At the far end of the square, just above the headache-inducing stack of lit signs selling everything from vehicles to some ominously bottled product described simply as "Essence of Womanhood", a white flagpole juts skyward. At the base of the pole, surrounded by a cluster of humans in work gear and safety harnesses, sits a large, glistening silver ball, its surface a patchwork of interconnected glass triangles and light bulbs that wink brightly despite the overcast day.

"Ah," he says. "The humans are preparing for New Year's Eve."

Judging by the twin expressions of confusion, this does not clarify the situation at all.
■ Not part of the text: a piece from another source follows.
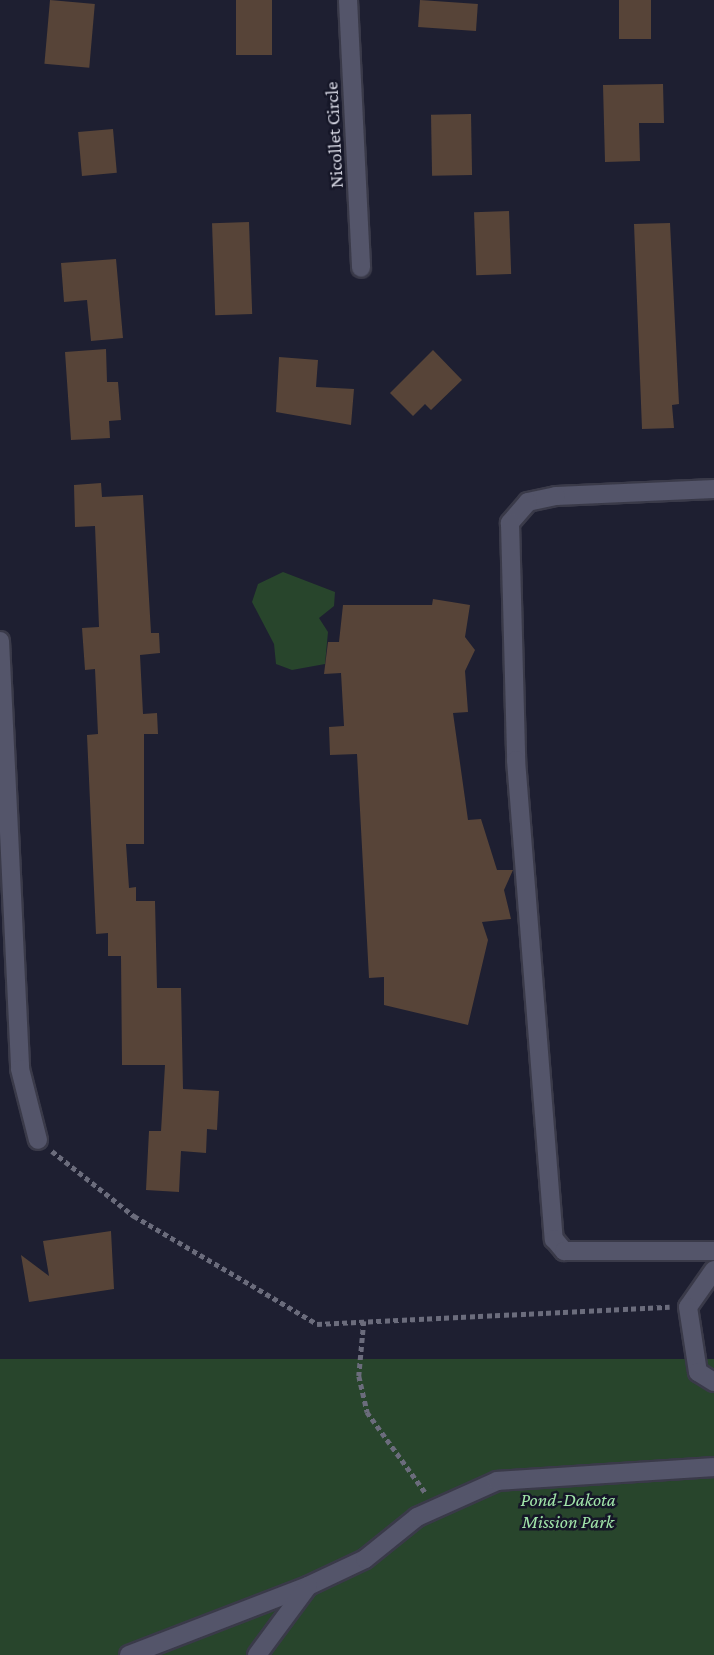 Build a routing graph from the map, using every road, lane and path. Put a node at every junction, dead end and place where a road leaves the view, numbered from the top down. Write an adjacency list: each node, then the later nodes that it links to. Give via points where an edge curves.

Splinter explains further.

"A human holiday. It happens while you sleep. The old year leaves and they welcome in the new one by counting backwards and dropping that ball from the sky."

Even more confusion. "Why would they do that?" asks Donatello. He looks back towards the ball, the lights within dimly flashing purple as the humans run it through what appears to be a series of electrical tests. "It's pretty. I wouldn't wanna drop it."

This, Splinter has no explanation for. "Humans are strange like that," he says. "Though once it is dropped, bits of paper fall from the sky, so perhaps the paper is stored inside somehow. Then they sing songs and make lots of noise with little horns they blow with their mouths. Some of them even kiss."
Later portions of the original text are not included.